Capstone - Milestone Report

Motivations

I. Demonstrate that I have downloaded the data and have successfully loaded it in.
II. Create a basic report of summary statistics about the data sets.
III. Report any interesting findings that I have ammased so far.
IV. Get feedback on my plans for creating a predictions algorithm & Shiny app.

I.I Package Loading

I am not sure if I will need all of these by the end of this.
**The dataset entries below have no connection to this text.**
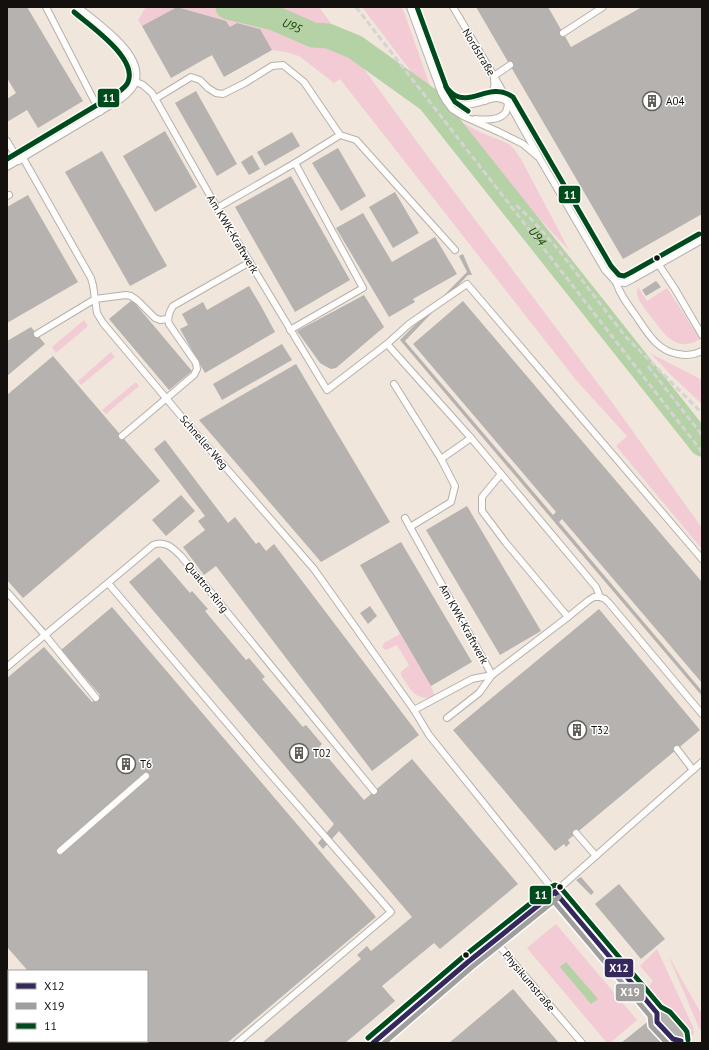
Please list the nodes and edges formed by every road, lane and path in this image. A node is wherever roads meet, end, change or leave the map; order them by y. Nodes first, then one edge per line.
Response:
1 (46, 7) edge
2 (78, 7) edge
3 (410, 7) edge
4 (453, 7) edge
5 (603, 7) edge
6 (563, 33) dead end
7 (510, 65) dead end
8 (494, 76) junction
9 (136, 82) junction
10 (441, 92) junction
11 (155, 99) junction
12 (484, 101) junction
13 (508, 102) junction
14 (100, 112) junction
15 (471, 119) junction
16 (340, 135) junction
17 (7, 141) edge
18 (540, 159) junction
19 (21, 160) junction
20 (295, 163) junction
21 (7, 168) edge
22 (217, 208) junction
23 (702, 240) edge
24 (455, 250) dead end
25 (250, 262) junction
26 (659, 264) junction
27 (616, 282) junction
28 (95, 299) junction
29 (168, 319) junction
30 (290, 330) junction
31 (37, 334) dead end
32 (702, 335) edge
33 (387, 344) junction
34 (702, 351) edge
35 (394, 384) dead end
36 (166, 398) junction
37 (122, 436) dead end
38 (471, 438) junction
39 (441, 459) junction
40 (500, 474) junction
41 (405, 518) dead end
42 (410, 527) junction
43 (702, 559) edge
44 (108, 583) junction
45 (7, 592) edge
46 (600, 596) junction
47 (568, 617) junction
48 (44, 635) junction
49 (7, 667) edge
50 (492, 675) junction
51 (96, 698) dead end
52 (700, 707) edge
53 (414, 710) junction
54 (702, 714) edge
55 (447, 718) dead end
56 (677, 749) dead end
57 (702, 762) edge
58 (694, 770) junction
59 (146, 776) dead end
60 (374, 791) dead end
61 (576, 833) dead end
62 (60, 851) dead end
63 (596, 856) junction
64 (555, 892) junction
65 (495, 941) junction
66 (657, 1013) dead end
67 (237, 1043) edge
68 (373, 1043) edge
69 (582, 1043) edge

1 - 14 lane
2 - 9 lane
3 - 10 lane
4 - 8 lane, Nordstraße
5 - 6 lane
7 - 8 lane
8 - 12 lane
8 - 13 lane, Nordstraße
9 - 11 lane, Am KWK-Kraftwerk
9 - 14 lane
10 - 12 lane
10 - 15 lane
11 - 16 lane
11 - 22 lane, Am KWK-Kraftwerk
12 - 13 lane
13 - 15 lane
13 - 18 lane, Nordstraße
14 - 19 lane
15 - 18 lane
16 - 20 lane
16 - 24 lane
17 - 19 lane, Schneller Weg
18 - 27 lane, Nordstraße
19 - 21 lane
19 - 28 lane, Schneller Weg
20 - 22 lane
20 - 30 lane
22 - 25 lane, Am KWK-Kraftwerk
23 - 26 lane
25 - 29 lane
25 - 30 lane, Am KWK-Kraftwerk
26 - 27 lane
26 - 32 lane
27 - 34 lane, Nordstraße
28 - 29 lane
28 - 31 lane
28 - 36 lane, Schneller Weg
29 - 36 lane
30 - 33 lane, Am KWK-Kraftwerk
33 - 38 lane
33 - 43 lane
35 - 39 lane
36 - 37 lane
36 - 53 lane, Schneller Weg
38 - 39 lane
38 - 40 lane
39 - 42 lane
40 - 46 lane
40 - 47 lane
41 - 42 lane, Am KWK-Kraftwerk
42 - 50 lane, Am KWK-Kraftwerk
44 - 48 lane, Quattro-Ring
44 - 60 lane, Quattro-Ring
44 - 67 lane
45 - 48 lane
46 - 47 lane
46 - 52 lane
47 - 50 lane
48 - 49 lane, Quattro-Ring
48 - 51 lane
50 - 53 lane, Am KWK-Kraftwerk
50 - 55 lane
52 - 54 lane
53 - 64 lane, Schneller Weg
56 - 58 lane
57 - 58 lane, Physikumstraße
58 - 63 lane, Physikumstraße
59 - 62 lane
61 - 63 lane
63 - 64 lane, Physikumstraße
64 - 65 lane, Physikumstraße
64 - 66 lane, Schneller Weg
65 - 68 lane
65 - 69 lane, Physikumstraße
suppressPackageStartupMessages({
  library(tm)
library(rJava)
library(ngram)
library(RWeka)
library(knitr)
library(tidytext)
library(tidyverse)
library(wordcloud)
library(stringi)
library(stringr)
library(ggplot2)
library(dplyr)
})

I.II Loading the Data

After I had downloaded the files, I was able to begin the process of reading in the information.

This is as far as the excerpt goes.